#### DATA FOR PROCESSING ####

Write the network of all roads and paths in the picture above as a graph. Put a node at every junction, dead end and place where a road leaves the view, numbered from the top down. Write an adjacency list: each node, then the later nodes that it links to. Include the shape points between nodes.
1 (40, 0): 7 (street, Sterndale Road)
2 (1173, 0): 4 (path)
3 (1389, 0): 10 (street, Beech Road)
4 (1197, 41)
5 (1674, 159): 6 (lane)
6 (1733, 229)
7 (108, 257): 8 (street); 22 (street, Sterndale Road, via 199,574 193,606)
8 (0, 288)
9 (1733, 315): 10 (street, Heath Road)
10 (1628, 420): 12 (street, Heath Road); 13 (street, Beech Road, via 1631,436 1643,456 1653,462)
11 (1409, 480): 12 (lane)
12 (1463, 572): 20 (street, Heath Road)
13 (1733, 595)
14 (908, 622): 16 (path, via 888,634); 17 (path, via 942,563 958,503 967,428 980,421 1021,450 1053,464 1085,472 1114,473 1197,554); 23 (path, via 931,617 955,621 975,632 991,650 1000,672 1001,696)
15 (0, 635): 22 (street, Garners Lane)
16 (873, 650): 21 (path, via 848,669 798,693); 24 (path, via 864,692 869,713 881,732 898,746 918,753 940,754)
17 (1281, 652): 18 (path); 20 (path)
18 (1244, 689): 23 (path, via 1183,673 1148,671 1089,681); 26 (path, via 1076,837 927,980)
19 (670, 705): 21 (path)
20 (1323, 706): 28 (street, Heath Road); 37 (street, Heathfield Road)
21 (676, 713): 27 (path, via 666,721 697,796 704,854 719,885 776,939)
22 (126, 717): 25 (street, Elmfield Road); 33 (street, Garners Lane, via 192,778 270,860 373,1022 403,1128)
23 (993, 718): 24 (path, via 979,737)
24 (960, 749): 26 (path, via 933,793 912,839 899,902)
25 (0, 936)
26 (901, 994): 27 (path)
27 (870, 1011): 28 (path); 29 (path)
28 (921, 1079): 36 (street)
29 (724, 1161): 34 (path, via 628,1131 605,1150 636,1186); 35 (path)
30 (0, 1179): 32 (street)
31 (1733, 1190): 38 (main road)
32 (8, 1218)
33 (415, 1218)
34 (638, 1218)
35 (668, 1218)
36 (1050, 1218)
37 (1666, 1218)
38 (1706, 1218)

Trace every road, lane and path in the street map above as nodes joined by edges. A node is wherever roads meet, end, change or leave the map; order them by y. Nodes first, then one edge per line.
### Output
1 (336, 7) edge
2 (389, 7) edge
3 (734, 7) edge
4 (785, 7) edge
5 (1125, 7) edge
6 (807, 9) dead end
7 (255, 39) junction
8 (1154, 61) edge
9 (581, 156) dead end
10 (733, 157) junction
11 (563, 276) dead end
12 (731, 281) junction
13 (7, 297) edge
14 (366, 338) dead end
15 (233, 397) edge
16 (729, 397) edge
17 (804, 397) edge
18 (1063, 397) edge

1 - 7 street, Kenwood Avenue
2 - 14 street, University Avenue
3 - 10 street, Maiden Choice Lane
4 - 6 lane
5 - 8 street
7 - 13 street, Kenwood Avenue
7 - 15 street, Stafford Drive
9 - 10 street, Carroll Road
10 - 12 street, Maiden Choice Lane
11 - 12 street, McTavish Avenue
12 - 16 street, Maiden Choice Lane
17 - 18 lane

####

REQUIREMENT:
Copy the records above. Leave out nothing.

OUTPUT OF THE TASK:
Write the network of all roads and paths in the picture above as a graph. Put a node at every junction, dead end and place where a road leaves the view, numbered from the top down. Write an adjacency list: each node, then the later nodes that it links to. Include the shape points between nodes.
1 (40, 0): 7 (street, Sterndale Road)
2 (1173, 0): 4 (path)
3 (1389, 0): 10 (street, Beech Road)
4 (1197, 41)
5 (1674, 159): 6 (lane)
6 (1733, 229)
7 (108, 257): 8 (street); 22 (street, Sterndale Road, via 199,574 193,606)
8 (0, 288)
9 (1733, 315): 10 (street, Heath Road)
10 (1628, 420): 12 (street, Heath Road); 13 (street, Beech Road, via 1631,436 1643,456 1653,462)
11 (1409, 480): 12 (lane)
12 (1463, 572): 20 (street, Heath Road)
13 (1733, 595)
14 (908, 622): 16 (path, via 888,634); 17 (path, via 942,563 958,503 967,428 980,421 1021,450 1053,464 1085,472 1114,473 1197,554); 23 (path, via 931,617 955,621 975,632 991,650 1000,672 1001,696)
15 (0, 635): 22 (street, Garners Lane)
16 (873, 650): 21 (path, via 848,669 798,693); 24 (path, via 864,692 869,713 881,732 898,746 918,753 940,754)
17 (1281, 652): 18 (path); 20 (path)
18 (1244, 689): 23 (path, via 1183,673 1148,671 1089,681); 26 (path, via 1076,837 927,980)
19 (670, 705): 21 (path)
20 (1323, 706): 28 (street, Heath Road); 37 (street, Heathfield Road)
21 (676, 713): 27 (path, via 666,721 697,796 704,854 719,885 776,939)
22 (126, 717): 25 (street, Elmfield Road); 33 (street, Garners Lane, via 192,778 270,860 373,1022 403,1128)
23 (993, 718): 24 (path, via 979,737)
24 (960, 749): 26 (path, via 933,793 912,839 899,902)
25 (0, 936)
26 (901, 994): 27 (path)
27 (870, 1011): 28 (path); 29 (path)
28 (921, 1079): 36 (street)
29 (724, 1161): 34 (path, via 628,1131 605,1150 636,1186); 35 (path)
30 (0, 1179): 32 (street)
31 (1733, 1190): 38 (main road)
32 (8, 1218)
33 (415, 1218)
34 (638, 1218)
35 (668, 1218)
36 (1050, 1218)
37 (1666, 1218)
38 (1706, 1218)

Trace every road, lane and path in the street map above as nodes joined by edges. A node is wherever roads meet, end, change or leave the map; order them by y. Nodes first, then one edge per line.
### Output
1 (336, 7) edge
2 (389, 7) edge
3 (734, 7) edge
4 (785, 7) edge
5 (1125, 7) edge
6 (807, 9) dead end
7 (255, 39) junction
8 (1154, 61) edge
9 (581, 156) dead end
10 (733, 157) junction
11 (563, 276) dead end
12 (731, 281) junction
13 (7, 297) edge
14 (366, 338) dead end
15 (233, 397) edge
16 (729, 397) edge
17 (804, 397) edge
18 (1063, 397) edge

1 - 7 street, Kenwood Avenue
2 - 14 street, University Avenue
3 - 10 street, Maiden Choice Lane
4 - 6 lane
5 - 8 street
7 - 13 street, Kenwood Avenue
7 - 15 street, Stafford Drive
9 - 10 street, Carroll Road
10 - 12 street, Maiden Choice Lane
11 - 12 street, McTavish Avenue
12 - 16 street, Maiden Choice Lane
17 - 18 lane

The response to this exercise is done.